Aug 04 '24 13:08 mcmilk

I can reproduce the same panic using devel/fsx instead of cp_stress, on FreeBSD 15.0-CURRENT. In a VM I created a pool backed by a single virtio disk, with recsize set to 64k and compression set to lz4. Then I used this fsx.toml file:

# Large enough that, given a 64k recsize, there will be at least one L2 block
flen=1073741824

[opsize]
max = 1048576

[weights]
mapread = 1
mapwrite = 1
invalidate = 0
truncate = 0
punch_hole = 1
sendfile = 1
copy_file_range = 1

And started four simultaneous instances each operating on a different file, each in a separate tmux pane, with fsx -vf fsx.toml fsx.1.bin.

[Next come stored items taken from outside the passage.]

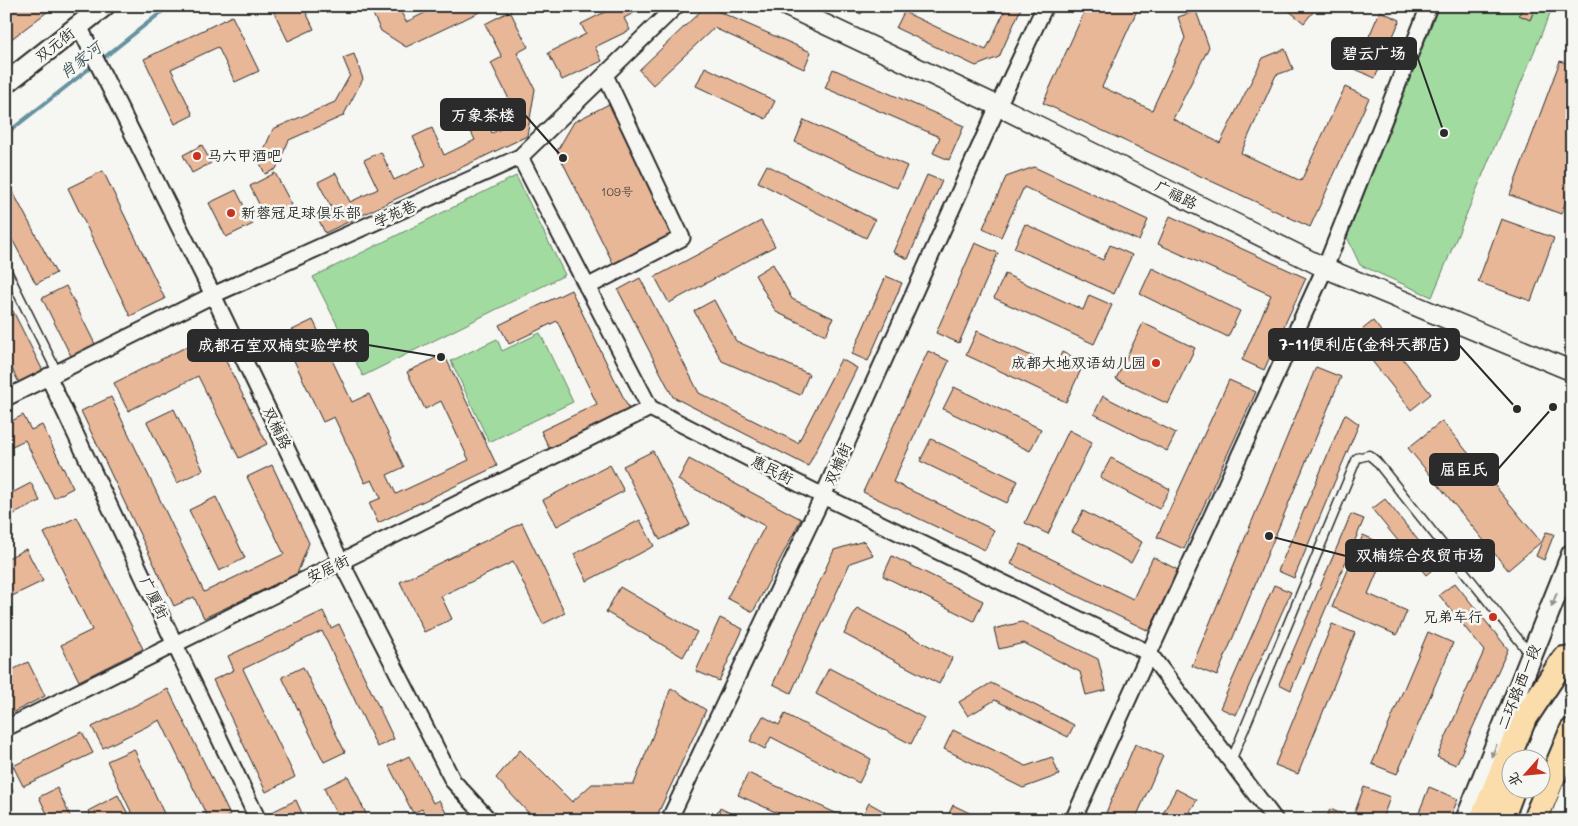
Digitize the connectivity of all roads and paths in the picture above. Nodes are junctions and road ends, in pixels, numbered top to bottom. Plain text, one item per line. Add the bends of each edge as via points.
1 (104, 6) edge
2 (676, 6) edge
3 (786, 6) edge
4 (1045, 6) edge
5 (1429, 6) edge
6 (79, 26) junction
7 (605, 76) junction
8 (6, 83) edge
9 (998, 106) junction
10 (520, 158) junction
11 (1324, 268) junction
12 (6, 269) edge
13 (587, 287) junction
14 (213, 296) junction
15 (1572, 371) edge
16 (52, 374) junction
17 (6, 398) edge
18 (650, 408) junction
19 (824, 496) junction
20 (1572, 554) edge
21 (341, 562) junction
22 (176, 644) junction
23 (1568, 650) edge
24 (1149, 653) junction
25 (1532, 656) junction
26 (6, 728) edge
27 (1572, 731) edge
28 (1529, 748) edge
29 (1231, 761) junction
30 (1572, 790) edge
31 (1509, 798) edge
32 (1564, 817) edge
33 (258, 820) edge
34 (489, 820) edge
35 (669, 820) edge
36 (1072, 820) edge
37 (1275, 820) edge
38 (1466, 820) edge
39 (1482, 820) edge
40 (1501, 820) edge
41 (1535, 820) edge

1 - 6 main road, 双元街
2 - 7 street, 学苑巷
3 - 9 street, 广福路
4 - 9 street, 双楠街
5 - 11 street
6 - 8 main road, 双元街
6 - 14 street, 双楠路
7 - 10 street, 学苑巷
7 - 13 street via 682,238
9 - 11 street, 广福路
9 - 19 street, 双楠街
10 - 13 street
10 - 14 street, 学苑巷
11 - 15 street, 广福路
11 - 24 street
12 - 16 lane
13 - 18 street
14 - 16 street, 学苑巷
14 - 21 street, 双楠路
16 - 17 street, 学苑巷
16 - 22 street, 广厦街
18 - 19 street, 惠民街
18 - 21 street, 安居街
19 - 24 street, 惠民街
19 - 35 street, 双楠街
20 -> 25 main road, 二环路西一段
21 - 22 street, 安居街
21 - 34 street, 双楠路 via 453,781
22 - 26 street, 安居街
22 - 33 street, 广厦街
23 - 28 highway
23 - 39 highway via 1523,721
24 - 29 street
24 - 36 street
25 - 29 lane via 1376,461 1369,455 1357,458
25 -> 38 main road, 二环路西一段
27 - 41 highway
29 - 37 street
30 - 32 main road
31 - 40 highway

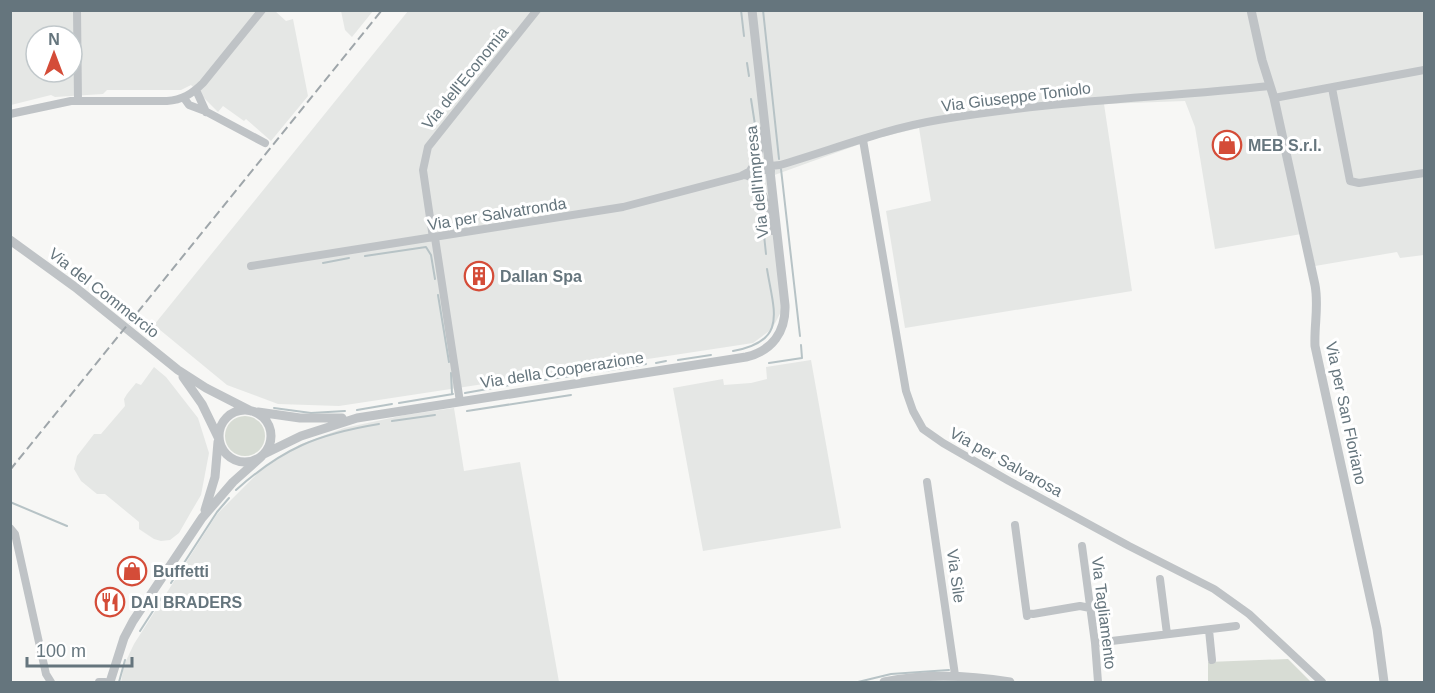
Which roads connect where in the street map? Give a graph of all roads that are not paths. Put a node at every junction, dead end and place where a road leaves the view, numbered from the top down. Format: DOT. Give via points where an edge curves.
graph roads {
  1 [pos="77,10"];
  2 [pos="256,10"];
  3 [pos="262,10"];
  4 [pos="537,10"];
  5 [pos="752,10"];
  6 [pos="1251,10"];
  7 [pos="253,22"];
  8 [pos="1425,70"];
  9 [pos="1270,86"];
  10 [pos="1332,88"];
  11 [pos="196,90"];
  12 [pos="184,98"];
  13 [pos="1274,98"];
  14 [pos="78,101"];
  15 [pos="208,113"];
  16 [pos="10,114"];
  17 [pos="766,120"];
  18 [pos="863,140"];
  19 [pos="265,143"];
  20 [pos="771,168"];
  21 [pos="1425,172"];
  22 [pos="747,174"];
  23 [pos="434,238"];
  24 [pos="10,240"];
  25 [pos="778,243"];
  26 [pos="251,266"];
  27 [pos="770,346"];
  28 [pos="178,370"];
  29 [pos="460,402"];
  30 [pos="252,411"];
  31 [pos="357,418"];
  32 [pos="218,439"];
  33 [pos="262,456"];
  34 [pos="927,482"];
  35 [pos="201,518"];
  36 [pos="1015,525"];
  37 [pos="10,528"];
  38 [pos="1082,546"];
  39 [pos="1160,579"];
  40 [pos="1090,608"];
  41 [pos="1236,626"];
  42 [pos="1209,630"];
  43 [pos="1167,634"];
  44 [pos="1095,643"];
  45 [pos="1212,660"];
  46 [pos="955,675"];
  47 [pos="51,682"];
  48 [pos="99,682"];
  49 [pos="105,682"];
  50 [pos="110,682"];
  51 [pos="884,682"];
  52 [pos="1010,682"];
  53 [pos="1098,682"];
  54 [pos="1322,682"];
  55 [pos="1384,682"];
  1 -- 14 [label="street"];
  2 -- 7 [label="street"];
  3 -- 7 [label="street"];
  4 -- 23 [label="street, Via dell'Economia" via="428,147 423,173"];
  5 -- 17 [label="street, Via dell'Impresa"];
  6 -- 9 [label="street, Via per San Floriano"];
  7 -- 11 [label="street"];
  8 -- 10 [label="street"];
  9 -- 13 [label="street, Via per San Floriano"];
  9 -- 18 [label="street, Via Giuseppe Toniolo" via="1019,108 936,120"];
  10 -- 13 [label="street"];
  10 -- 21 [label="street" via="1350,181 1359,183"];
  11 -- 12 [label="street"];
  11 -- 15 [label="street"];
  12 -- 14 [label="street"];
  12 -- 15 [label="street" via="187,105"];
  13 -- 55 [label="street, Via per San Floriano" via="1317,295 1315,346 1374,618"];
  14 -- 16 [label="street"];
  15 -- 19 [label="street"];
  17 -- 20 [label="street, Via dell'Impresa"];
  17 -- 22 [label="street" via="759,156"];
  18 -- 20 [label="street, Via Giuseppe Toniolo"];
  18 -- 54 [label="street, Via per Salvarosa" via="906,391 923,429 1009,481 1214,589 1249,614"];
  20 -- 22 [label="street, Via per Salvatronda"];
  20 -- 25 [label="street, Via dell'Impresa"];
  22 -- 23 [label="street, Via per Salvatronda" via="632,205"];
  22 -- 25 [label="street" via="761,190"];
  23 -- 26 [label="street, Via per Salvatronda"];
  23 -- 29 [label="street, Via dell'Economia"];
  24 -- 28 [label="street, Via del Commercio"];
  25 -- 27 [label="street, Via dell'Impresa" via="785,316"];
  27 -- 29 [label="street, Via della Cooperazione" via="746,357"];
  28 -- 30 [label="street, Via del Commercio"];
  28 -- 32 [label="street, Via del Commercio" via="202,404"];
  29 -- 31 [label="street, Via della Cooperazione"];
  30 -- 31 [label="street, Via della Cooperazione" via="300,418"];
  30 -- 32 [label="street" via="229,415 222,423"];
  30 -- 33 [label="street" via="265,419 271,432 269,446"];
  31 -- 33 [label="street, Via della Cooperazione" via="302,436"];
  32 -- 33 [label="street" via="224,452 236,461 247,463"];
  32 -- 35 [label="street, Via della Cooperazione" via="214,481"];
  33 -- 35 [label="street, Via della Cooperazione"];
  34 -- 46 [label="street, Via Sile"];
  35 -- 50 [label="street, Via della Cooperazione" via="133,621"];
  36 -- 40 [label="street" via="1027,614"];
  37 -- 47 [label="street" via="15,534"];
  38 -- 40 [label="street, Via Tagliamento"];
  39 -- 43 [label="street"];
  40 -- 44 [label="street, Via Tagliamento"];
  41 -- 42 [label="street"];
  42 -- 43 [label="street"];
  42 -- 45 [label="street"];
  43 -- 44 [label="street"];
  44 -- 53 [label="street, Via Tagliamento"];
  46 -- 51 [label="street"];
  46 -- 52 [label="street"];
  48 -- 49 [label="street"];
}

I left it for hours and came back to this panic:

panic: (link->list_next == NULL) is equivalent to (link->list_prev == NULL)
cpuid = 9
time = 1742750674
KDB: stack backtrace:
db_trace_self_wrapper() at db_trace_self_wrapper+0x2b/frame 0xfffffe0159d1a750
vpanic() at vpanic+0x136/frame 0xfffffe0159d1a880
spl_panic() at spl_panic+0x3a/frame 0xfffffe0159d1a8e0
list_link_active() at list_link_active+0x4f/frame 0xfffffe0159d1a900
dnode_is_dirty() at dnode_is_dirty+0x95/frame 0xfffffe0159d1a920
dmu_offset_next() at dmu_offset_next+0x52/frame 0xfffffe0159d1a960
zfs_holey() at zfs_holey+0xff/frame 0xfffffe0159d1a9c0
zfs_freebsd_ioctl() at zfs_freebsd_ioctl+0x76/frame 0xfffffe0159d1aa00
vn_generic_copy_file_range() at vn_generic_copy_file_range+0x522/frame 0xfffffe0159d1ac20
vn_copy_file_range() at vn_copy_file_range+0x28f/frame 0xfffffe0159d1ad00
kern_copy_file_range() at kern_copy_file_range+0x2b9/frame 0xfffffe0159d1adb0
sys_copy_file_range() at sys_copy_file_range+0x78/frame 0xfffffe0159d1ae00
amd64_syscall() at amd64_syscall+0x15a/frame 0xfffffe0159d1af30
fast_syscall_common() at fast_syscall_common+0xf8/frame 0xfffffe0159d1af30
--- syscall (569, FreeBSD ELF64, copy_file_range), rip = 0x24530942055a, rsp = 0x245306e764c8, rbp = 0x40000000 ---
KDB: enter: panic

Mar 24 '25 14:03 asomers